Injustiçada, restava-lhe o amor que sentia por Adrião e “refugiava-se então naquele amor como uma compensação deliciosa”, portanto, ela passara a sonhar, a imaginar aquele homem forte, extraordinário, belo como sendo a razão de sua vida, pois antes de conhecê-lo estava morta ao lado de um homem fraco e doente que era João Coutinho. Inclusive, é possível fazer uma comparação semântica entre o nome de Adrião que reflete expansividade, força, enquanto o de João Coutinho com o diminutivo o faz pequeno e fraco.

Amando Adrião, Maria da Piedade queria tudo “que era ou vinha dele”, por isso “leu todos os seus livros, sobretudo aquela Madalena que também amara e morrera dum abandono”, nesse momento ela se identifica com Madalena, pois amara e também fora abandonada por Adrião. E lendo, se acalmava e revidava a vida que vivia, pois pegava emprestado essa vivência quando chorava “as dores das heroínas de romance”, logo, “parecia sentir alívio às suas”.

Ela passou a sentir necessidade de ler romances constantemente, assim “criando no seu espírito um mundo artificial e idealizado”. É nesse momento que a personagem começa a idealizar, coisa que não fazia antes, também começam aparecer revoltas, ocasionadas pelas interrupções à suas leituras românticas.
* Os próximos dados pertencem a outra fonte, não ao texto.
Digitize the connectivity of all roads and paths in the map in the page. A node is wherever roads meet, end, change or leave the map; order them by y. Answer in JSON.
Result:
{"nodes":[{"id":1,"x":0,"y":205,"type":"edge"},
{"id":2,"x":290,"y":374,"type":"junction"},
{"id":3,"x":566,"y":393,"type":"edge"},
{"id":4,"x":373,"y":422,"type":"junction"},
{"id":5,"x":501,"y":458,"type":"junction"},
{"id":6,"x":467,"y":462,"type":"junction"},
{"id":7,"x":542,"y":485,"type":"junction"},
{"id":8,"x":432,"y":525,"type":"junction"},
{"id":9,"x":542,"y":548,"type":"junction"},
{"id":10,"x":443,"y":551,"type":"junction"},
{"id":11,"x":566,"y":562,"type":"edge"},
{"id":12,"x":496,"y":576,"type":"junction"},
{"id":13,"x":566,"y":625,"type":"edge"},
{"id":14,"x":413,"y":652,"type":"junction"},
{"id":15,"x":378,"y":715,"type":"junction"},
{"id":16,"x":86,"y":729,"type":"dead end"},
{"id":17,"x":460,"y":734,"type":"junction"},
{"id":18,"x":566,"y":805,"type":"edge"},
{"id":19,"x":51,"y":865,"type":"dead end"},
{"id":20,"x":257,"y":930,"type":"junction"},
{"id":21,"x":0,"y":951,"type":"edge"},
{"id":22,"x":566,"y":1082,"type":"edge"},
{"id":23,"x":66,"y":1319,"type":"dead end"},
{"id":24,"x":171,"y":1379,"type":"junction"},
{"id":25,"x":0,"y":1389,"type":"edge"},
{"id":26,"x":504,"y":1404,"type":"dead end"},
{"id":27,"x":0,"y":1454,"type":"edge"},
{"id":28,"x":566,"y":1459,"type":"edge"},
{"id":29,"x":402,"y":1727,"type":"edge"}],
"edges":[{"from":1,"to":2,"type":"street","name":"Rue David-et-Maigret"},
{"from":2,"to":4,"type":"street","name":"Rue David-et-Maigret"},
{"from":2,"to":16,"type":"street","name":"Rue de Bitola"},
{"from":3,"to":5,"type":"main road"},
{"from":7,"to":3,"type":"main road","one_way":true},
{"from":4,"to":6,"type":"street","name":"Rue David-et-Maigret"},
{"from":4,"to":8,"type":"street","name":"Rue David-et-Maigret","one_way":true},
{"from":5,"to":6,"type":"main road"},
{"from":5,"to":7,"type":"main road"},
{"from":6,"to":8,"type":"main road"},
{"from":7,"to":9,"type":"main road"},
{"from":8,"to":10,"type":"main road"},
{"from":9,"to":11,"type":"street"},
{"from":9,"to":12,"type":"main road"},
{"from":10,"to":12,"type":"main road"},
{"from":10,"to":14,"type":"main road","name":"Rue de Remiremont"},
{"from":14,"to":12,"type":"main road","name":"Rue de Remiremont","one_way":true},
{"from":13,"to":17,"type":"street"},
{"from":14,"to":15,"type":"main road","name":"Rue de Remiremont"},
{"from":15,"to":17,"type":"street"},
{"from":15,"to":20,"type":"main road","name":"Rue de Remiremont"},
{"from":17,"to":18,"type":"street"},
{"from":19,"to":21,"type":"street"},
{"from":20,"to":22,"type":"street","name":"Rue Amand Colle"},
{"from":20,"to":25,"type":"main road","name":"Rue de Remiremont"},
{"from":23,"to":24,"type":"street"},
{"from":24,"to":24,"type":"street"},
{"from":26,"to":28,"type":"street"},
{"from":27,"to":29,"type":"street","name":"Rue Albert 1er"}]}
“O seu amor desprendeu-se pouco a pouco da imagem de Adrião e alargou-se a um ser vago que era feito de tudo que a encantara nos heróis de novela”, Maria da Piedade queria ser amada, importante como mulher e possuída pelos homens aos moldes dos romances que lia, pois assim ela preencheria seu vazio com seus amantes que, em geral, eram fortes, o oposto da figura raquítica de seu marido.

“À noite abafava; abria a janela; mas o cálido ar, o bafo morno da terra aquecida do sol, enchiam-na dum desejo intenso, duma ânsia voluptuosa, cortada de crises de choro.” O momento noturno propiciava reflexão e solidão à Maria da Piedade que mesmo rodeada de amantes, terminava solitária e chorosa à noite. Então, no moinho, a figura de Santa se transforma em Vênus, deusa do amor responsável pelo prazer, pelo sexo e pela satisfação de maneira inconsequente, sendo na Odisseia aquela que também trai.

É preciso reconhecer que Maria da Piedade desejou ser outra antes da sua transformação em Vênus, pois tinha “momentos em que desejasse alguma outra coisa além daquelas quatro paredes, impregnadas do bafo de doença...”, portanto, não se muda uma pessoa, apenas lhe mostra o caminho, as escolhas e Adrião lhe mostrou um mundo novo, cheio de opções além das enfermidades, a fez livre e por se tornar livre, acabou escandalizando “toda a vila” que tinha princípios morais opostos aos adotados por Vênus.

A traição ocorrida em “No moinho” tem uma mera semelhança com o romance, do mesmo autor, “O Primo Basílio”. No conto, Maria da Piedade mesmo tendo um marido, não tem um companheiro, pois este vive enfermo, assim como Luísa no romance, que tem um marido ausente. Ambas sofrem por essa condição e com a chegada dos primos Adrião e Basílio, respectivamente, a situação é intensificada, culminando no adultério. As duas mulheres, antes vistas como anjos, caem em traição e viram “Vênus”, sendo malvistas pela sociedade a que pertencem.

Ao abordar esse tema (adultério), Eça de Queirós pretende criticar a influência dos romances nas traições matrimoniais, fato bastante evidenciado no conto, onde o narrador afirma que “o romantismo mórbido tinha penetrado naquele ser, e desmoralizara-o tão profundamente, que chegou ao momento em que bastaria que um homem lhe tocasse, para ela lhe cair nos braços”. Devido a essa crítica ao idealismo romântico o conto se encaixa na perspectiva naturalista, pois o instinto prevalece à razão, por meio do espaço corrompido moralmente pela traição, assim, provando que o meio é capaz de influenciar o homem.